Freedom. How free are we? We are citizens of the United States of America, where freedom has been a central topic since the founding. And it still is. Many today worry that we are in danger of losing fundamental freedoms. Others warn that the excessive exercise of freedom is leading us down a path to chaos, chaos that could even lead us into fascist dictatorship.

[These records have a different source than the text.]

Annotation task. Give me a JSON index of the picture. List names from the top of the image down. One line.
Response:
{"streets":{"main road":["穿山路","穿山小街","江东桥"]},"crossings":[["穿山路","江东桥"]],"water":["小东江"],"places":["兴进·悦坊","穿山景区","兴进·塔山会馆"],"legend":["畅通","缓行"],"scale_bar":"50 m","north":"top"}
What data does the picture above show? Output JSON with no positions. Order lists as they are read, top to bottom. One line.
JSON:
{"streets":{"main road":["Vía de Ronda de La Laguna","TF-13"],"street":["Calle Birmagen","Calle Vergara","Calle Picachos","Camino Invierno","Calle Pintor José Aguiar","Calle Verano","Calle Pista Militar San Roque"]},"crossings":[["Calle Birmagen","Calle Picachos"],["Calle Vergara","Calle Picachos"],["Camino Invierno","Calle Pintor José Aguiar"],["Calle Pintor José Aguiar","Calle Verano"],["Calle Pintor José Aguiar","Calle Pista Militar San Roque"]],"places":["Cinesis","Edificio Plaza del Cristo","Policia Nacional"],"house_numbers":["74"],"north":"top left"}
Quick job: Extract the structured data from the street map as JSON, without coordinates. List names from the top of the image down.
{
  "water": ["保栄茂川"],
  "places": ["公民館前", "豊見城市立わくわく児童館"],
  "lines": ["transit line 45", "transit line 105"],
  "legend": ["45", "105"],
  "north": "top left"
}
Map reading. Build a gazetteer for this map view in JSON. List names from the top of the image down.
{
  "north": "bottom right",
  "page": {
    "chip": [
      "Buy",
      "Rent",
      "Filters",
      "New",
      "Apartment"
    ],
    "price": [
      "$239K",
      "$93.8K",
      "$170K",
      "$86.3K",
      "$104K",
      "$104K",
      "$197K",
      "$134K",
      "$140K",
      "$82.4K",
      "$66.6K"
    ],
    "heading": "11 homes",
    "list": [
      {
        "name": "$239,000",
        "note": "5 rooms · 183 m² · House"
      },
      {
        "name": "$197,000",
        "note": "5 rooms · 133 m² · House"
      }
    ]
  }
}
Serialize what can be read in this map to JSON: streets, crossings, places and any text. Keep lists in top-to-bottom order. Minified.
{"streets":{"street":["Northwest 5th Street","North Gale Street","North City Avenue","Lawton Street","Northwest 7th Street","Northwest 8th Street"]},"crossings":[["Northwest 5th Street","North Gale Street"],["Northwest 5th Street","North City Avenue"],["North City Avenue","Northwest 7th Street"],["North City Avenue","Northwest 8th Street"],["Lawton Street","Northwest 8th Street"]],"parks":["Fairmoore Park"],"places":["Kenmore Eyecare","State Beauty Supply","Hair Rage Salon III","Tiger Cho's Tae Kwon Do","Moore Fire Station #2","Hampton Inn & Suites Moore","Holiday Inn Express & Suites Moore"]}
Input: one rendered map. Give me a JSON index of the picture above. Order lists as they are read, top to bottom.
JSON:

The Supreme Court recently returned the question of abortion to the various states, to be determined by them. The justices could not find where the Constitution sets them free to determine for the whole nation this fraught question. Abortion rights advocates scream to high heaven that every woman’s fundamental freedom to govern her own body has been stolen. God the Author of Life is not listening to their cries, and Christians and others celebrate the opportunity to restore to unborn baby girls and boys the freedom to be born. But the battle is only beginning. The goal of changing hearts and minds so that abortion is unthinkable is a very long way off. One thing is certain: this fundamental struggle over values, life and the definition of freedom does not make anyone feel free.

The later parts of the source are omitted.